Items from a data source:
◆ ◆ ◆ ◆
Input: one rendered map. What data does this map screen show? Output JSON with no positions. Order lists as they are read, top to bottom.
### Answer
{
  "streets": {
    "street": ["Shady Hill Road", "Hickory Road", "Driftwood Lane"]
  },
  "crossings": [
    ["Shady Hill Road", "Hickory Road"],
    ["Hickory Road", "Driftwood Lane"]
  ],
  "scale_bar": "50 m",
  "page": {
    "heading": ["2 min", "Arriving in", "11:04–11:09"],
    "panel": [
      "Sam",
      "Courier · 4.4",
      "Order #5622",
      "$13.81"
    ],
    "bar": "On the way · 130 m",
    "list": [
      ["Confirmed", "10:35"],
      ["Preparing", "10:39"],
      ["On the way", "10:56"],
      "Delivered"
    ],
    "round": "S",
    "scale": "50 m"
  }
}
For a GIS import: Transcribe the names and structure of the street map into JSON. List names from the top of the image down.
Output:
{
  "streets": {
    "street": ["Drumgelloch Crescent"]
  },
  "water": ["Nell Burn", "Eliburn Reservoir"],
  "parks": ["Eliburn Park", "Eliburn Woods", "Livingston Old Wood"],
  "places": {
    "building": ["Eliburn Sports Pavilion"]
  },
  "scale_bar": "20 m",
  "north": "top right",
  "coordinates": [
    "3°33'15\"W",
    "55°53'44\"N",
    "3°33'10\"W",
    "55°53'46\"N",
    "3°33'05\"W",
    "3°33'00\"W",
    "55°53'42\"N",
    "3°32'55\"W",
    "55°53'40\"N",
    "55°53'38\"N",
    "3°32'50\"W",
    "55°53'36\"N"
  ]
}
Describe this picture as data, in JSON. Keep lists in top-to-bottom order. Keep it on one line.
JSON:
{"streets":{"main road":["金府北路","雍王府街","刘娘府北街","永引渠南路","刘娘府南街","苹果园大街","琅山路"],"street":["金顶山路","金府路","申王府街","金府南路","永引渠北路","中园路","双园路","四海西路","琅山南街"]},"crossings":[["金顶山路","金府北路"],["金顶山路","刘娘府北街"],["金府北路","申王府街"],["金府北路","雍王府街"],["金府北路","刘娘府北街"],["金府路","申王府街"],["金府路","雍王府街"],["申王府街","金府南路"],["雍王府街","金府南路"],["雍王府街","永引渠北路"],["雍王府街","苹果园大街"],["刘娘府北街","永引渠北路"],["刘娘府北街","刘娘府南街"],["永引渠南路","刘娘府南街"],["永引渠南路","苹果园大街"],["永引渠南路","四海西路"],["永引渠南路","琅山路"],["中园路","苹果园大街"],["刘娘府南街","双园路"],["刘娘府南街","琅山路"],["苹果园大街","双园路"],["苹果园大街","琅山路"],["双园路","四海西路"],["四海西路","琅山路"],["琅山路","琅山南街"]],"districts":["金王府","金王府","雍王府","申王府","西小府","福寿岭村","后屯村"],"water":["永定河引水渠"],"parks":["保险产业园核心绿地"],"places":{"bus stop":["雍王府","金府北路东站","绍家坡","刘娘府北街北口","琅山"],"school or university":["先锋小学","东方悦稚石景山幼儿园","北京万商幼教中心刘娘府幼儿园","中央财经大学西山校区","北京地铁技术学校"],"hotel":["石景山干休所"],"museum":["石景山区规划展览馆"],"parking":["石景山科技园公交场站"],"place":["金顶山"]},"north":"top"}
◆ ◆ ◆ ◆
WORK ITEM: Whenever the word "crossings" shows up in a line of the entries, list that line.

ANSWER SECTION:
  "crossings": [
{"streets":{"main road":["金府北路","雍王府街","刘娘府北街","永引渠南路","刘娘府南街","苹果园大街","琅山路"],"street":["金顶山路","金府路","申王府街","金府南路","永引渠北路","中园路","双园路","四海西路","琅山南街"]},"crossings":[["金顶山路","金府北路"],["金顶山路","刘娘府北街"],["金府北路","申王府街"],["金府北路","雍王府街"],["金府北路","刘娘府北街"],["金府路","申王府街"],["金府路","雍王府街"],["申王府街","金府南路"],["雍王府街","金府南路"],["雍王府街","永引渠北路"],["雍王府街","苹果园大街"],["刘娘府北街","永引渠北路"],["刘娘府北街","刘娘府南街"],["永引渠南路","刘娘府南街"],["永引渠南路","苹果园大街"],["永引渠南路","四海西路"],["永引渠南路","琅山路"],["中园路","苹果园大街"],["刘娘府南街","双园路"],["刘娘府南街","琅山路"],["苹果园大街","双园路"],["苹果园大街","琅山路"],["双园路","四海西路"],["四海西路","琅山路"],["琅山路","琅山南街"]],"districts":["金王府","金王府","雍王府","申王府","西小府","福寿岭村","后屯村"],"water":["永定河引水渠"],"parks":["保险产业园核心绿地"],"places":{"bus stop":["雍王府","金府北路东站","绍家坡","刘娘府北街北口","琅山"],"school or university":["先锋小学","东方悦稚石景山幼儿园","北京万商幼教中心刘娘府幼儿园","中央财经大学西山校区","北京地铁技术学校"],"hotel":["石景山干休所"],"museum":["石景山区规划展览馆"],"parking":["石景山科技园公交场站"],"place":["金顶山"]},"north":"top"}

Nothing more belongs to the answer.